Leyla Emeç Tavşanoğlu


Üçüncü büyük savaşa doğru mu?

Üçüncü büyük savaşa doğru mu?

Bir önceki yazımda yazdığım gibi önce Covid pandemisi, ardından Rusya’nın Ukrayna Savaşı’nı çıkartması dünyanın müesses nizamını (kurulu düzen) alt üst etti. Özellikle Ukrayna Savaşı’nda gördük ki NATO ve Avrasya blokları şiddetli bir çatışma içine girmişler. Ortadaki manzaraya baktığımızda anlaşılan  Ukrayna Savaşı’nda hangi blok galip gelirse dünyanın yeni düzenini o kuracak.

Başka bir olasılık daha var ki çok korkutucu. Ukrayna’da zemin kaybedip köşeye sıkıştığını hisseden Rusya Devlet Başkanı Vladimir Putin’in taktik nükleer silah kullanmaya karar vermesi. Bunu yaptığı taktirde Üçüncü Dünya Savaşı’nın patlak vermesi kaçınılmaz görünüyor.

Öte yandan NATO destekli Batı blokuna bakıyoruz. Fransa, İtalya, İngiltere, İsveç gibi ülkelerde aşırı sağ siyasi eğilimler giderek daha fazla güç kazanıyor. Örneğin İtalya’da Mussolini döneminden beri bir ilk yaşanıyor ve faşist bir kadın lider, Giorgia Meloni iktidarı ele geçiriyor. Geçtiğimiz Nisan ayında Fransa’daki Cumhurbaşkanlığı seçimlerini Emmanuel Macron aşırı sağcı Marine Le Pen’e karşı kıl payı farkla seçimleri kazanıyor. ABD’ye bakalım. NATO’nun lideri konumundaki ABD’de eski Cumhuriyetşi Başkan Donald Trump’a desteğin yeniden artmaya başladığı kamuoyu yoklamalarında görülüyor. O Trump ki Putin’in desteğiyle başkanlığa seçildiği suçlamaları ayyuka çıkmıştı.
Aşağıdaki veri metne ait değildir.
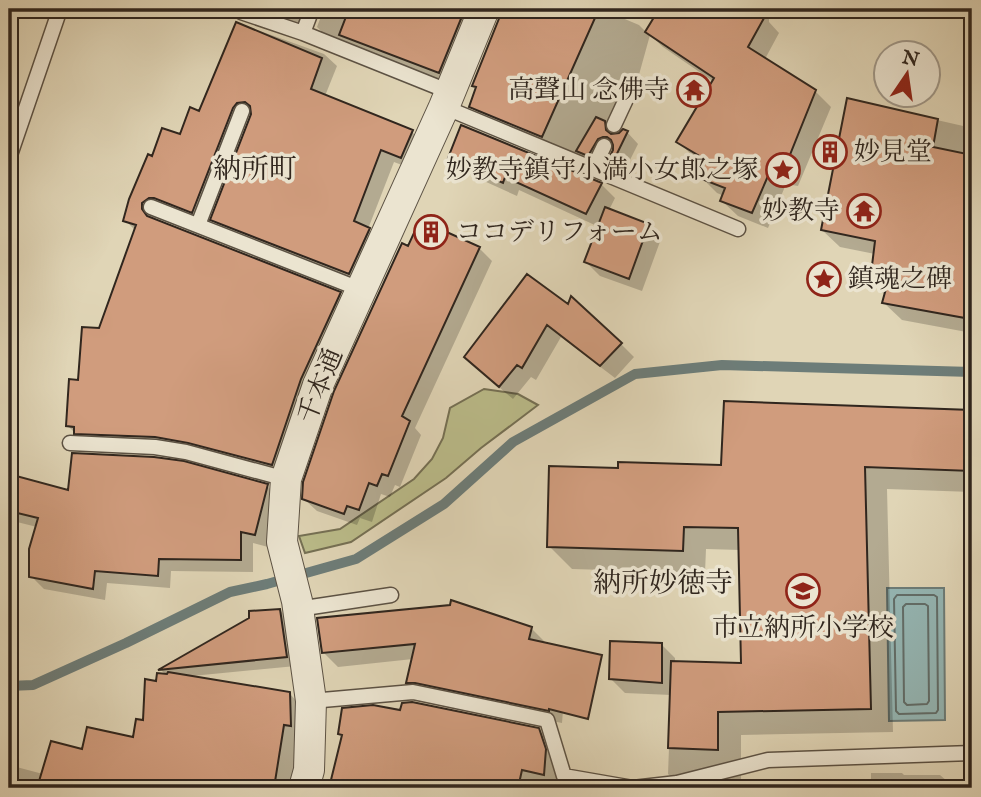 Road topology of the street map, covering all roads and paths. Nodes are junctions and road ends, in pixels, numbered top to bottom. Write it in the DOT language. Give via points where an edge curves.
graph roads {
  1 [pos="60,9"];
  2 [pos="312,9"];
  3 [pos="484,9"];
  4 [pos="241,12"];
  5 [pos="303,33"];
  6 [pos="628,94"];
  7 [pos="447,99"];
  8 [pos="242,111"];
  9 [pos="614,125"];
  10 [pos="604,145"];
  11 [pos="9,158"];
  12 [pos="593,169"];
  13 [pos="151,206"];
  14 [pos="198,225"];
  15 [pos="738,229"];
  16 [pos="362,290"];
  17 [pos="70,443"];
  18 [pos="286,479"];
  19 [pos="391,595"];
  20 [pos="297,605"];
  21 [pos="311,701"];
  22 [pos="972,753"];
  23 [pos="678,785"];
  24 [pos="304,788"];
  1 -- 11 [label="lane"];
  2 -- 5 [label="lane"];
  3 -- 7 [label="street, 千本通"];
  4 -- 5 [label="lane"];
  5 -- 7 [label="lane"];
  6 -- 9 [label="lane"];
  7 -- 12 [label="lane"];
  7 -- 16 [label="street, 千本通"];
  8 -- 14 [label="lane"];
  10 -- 12 [label="lane"];
  12 -- 15 [label="lane"];
  13 -- 14 [label="lane"];
  14 -- 16 [label="lane"];
  16 -- 18 [label="street, 千本通" via="318,385"];
  17 -- 18 [label="lane" via="186,452"];
  18 -- 20 [label="street, 千本通" via="282,542"];
  19 -- 20 [label="lane"];
  20 -- 21 [label="street, 千本通"];
  21 -- 23 [label="lane" via="413,692 547,720 564,776 633,788"];
  21 -- 24 [label="street, 千本通" via="309,770"];
  22 -- 23 [label="lane" via="768,760"];
}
NATO kanadında böyle bir gevşeme ve belirsizlik gözlenirken Avrasyacı blokta da homojen bir yapı görünmüyor. Örneğin Çin, Lideri Xi Jinping’in ağzından Ukrayna Savaşı’nın bir an önce bitirilmesi ve barışın tesis edilmesini istiyor.Petrol zengini Kazakistan’ın Devlet Başkanı Tokayev Ukrayna’nın Rus ordusu tarafından işgaline bir an önce son verilmesi çağırısı yapıyor. Hindidstan orta yolu izleyip yaşanan bilek güreşinde kimin galip geleceğini bekleme havasında.
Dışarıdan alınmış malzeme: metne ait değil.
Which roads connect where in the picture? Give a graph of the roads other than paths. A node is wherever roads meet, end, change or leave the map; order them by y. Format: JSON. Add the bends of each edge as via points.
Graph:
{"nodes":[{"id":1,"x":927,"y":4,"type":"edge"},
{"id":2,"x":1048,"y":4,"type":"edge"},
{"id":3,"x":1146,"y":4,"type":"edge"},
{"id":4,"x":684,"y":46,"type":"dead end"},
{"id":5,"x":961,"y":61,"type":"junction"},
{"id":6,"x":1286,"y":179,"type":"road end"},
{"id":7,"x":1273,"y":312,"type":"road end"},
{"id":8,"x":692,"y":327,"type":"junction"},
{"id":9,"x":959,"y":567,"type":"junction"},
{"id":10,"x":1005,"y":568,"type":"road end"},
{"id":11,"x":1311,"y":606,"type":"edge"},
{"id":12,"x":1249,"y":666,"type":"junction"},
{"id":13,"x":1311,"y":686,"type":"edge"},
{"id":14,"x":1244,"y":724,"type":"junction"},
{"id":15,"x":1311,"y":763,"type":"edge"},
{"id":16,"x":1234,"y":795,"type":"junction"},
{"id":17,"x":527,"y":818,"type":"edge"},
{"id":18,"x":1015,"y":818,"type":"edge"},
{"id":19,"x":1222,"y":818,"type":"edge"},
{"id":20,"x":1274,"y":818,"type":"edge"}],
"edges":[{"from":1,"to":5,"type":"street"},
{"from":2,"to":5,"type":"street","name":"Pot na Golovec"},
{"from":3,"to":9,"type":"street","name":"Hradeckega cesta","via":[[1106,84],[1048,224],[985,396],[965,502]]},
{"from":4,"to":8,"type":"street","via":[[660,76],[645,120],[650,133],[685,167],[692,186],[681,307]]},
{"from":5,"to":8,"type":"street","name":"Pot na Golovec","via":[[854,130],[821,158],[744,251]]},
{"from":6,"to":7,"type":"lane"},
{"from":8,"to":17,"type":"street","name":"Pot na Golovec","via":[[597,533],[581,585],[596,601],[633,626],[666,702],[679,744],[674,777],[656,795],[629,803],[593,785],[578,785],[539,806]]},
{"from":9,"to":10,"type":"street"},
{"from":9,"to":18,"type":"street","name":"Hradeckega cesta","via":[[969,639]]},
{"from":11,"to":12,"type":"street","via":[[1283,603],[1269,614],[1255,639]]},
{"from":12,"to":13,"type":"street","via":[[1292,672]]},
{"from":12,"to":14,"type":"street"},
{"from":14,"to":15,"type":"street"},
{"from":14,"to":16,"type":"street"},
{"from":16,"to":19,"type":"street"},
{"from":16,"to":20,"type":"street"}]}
Dünyadaki bu tabloya baktığımızda gerçekten bir üçüncü dünya savaşı çıkar mı, diye şüpheye düşebilirsiniz. Ancak savaşların hep belirsiz ortamlar sırasında çıktığını da unutmamak gerek.

“PUTİN SON ZAMANLARDA NÜKLEERİ AĞZINA ALMIYOR”

Krizin başat aktörü Putin’le ilgili spekülasyonlar da ardı ardına geliyor. Bir dönem Rusya Lideri’ne siyasi danışmanlık ve metin yazarlığı yapan Abbas Gallyamov Channel 24 televizyonuna verdiği demeçte şu çarpıcı tespitte bulundu:

“Rusya Eylül sonunda Ukrayna’ya ve bütün dünyaya nükleer silah kullanma şantajı yaptı. Ama artık nükleer tehdidinden vaz geçti gibi görünüyor.”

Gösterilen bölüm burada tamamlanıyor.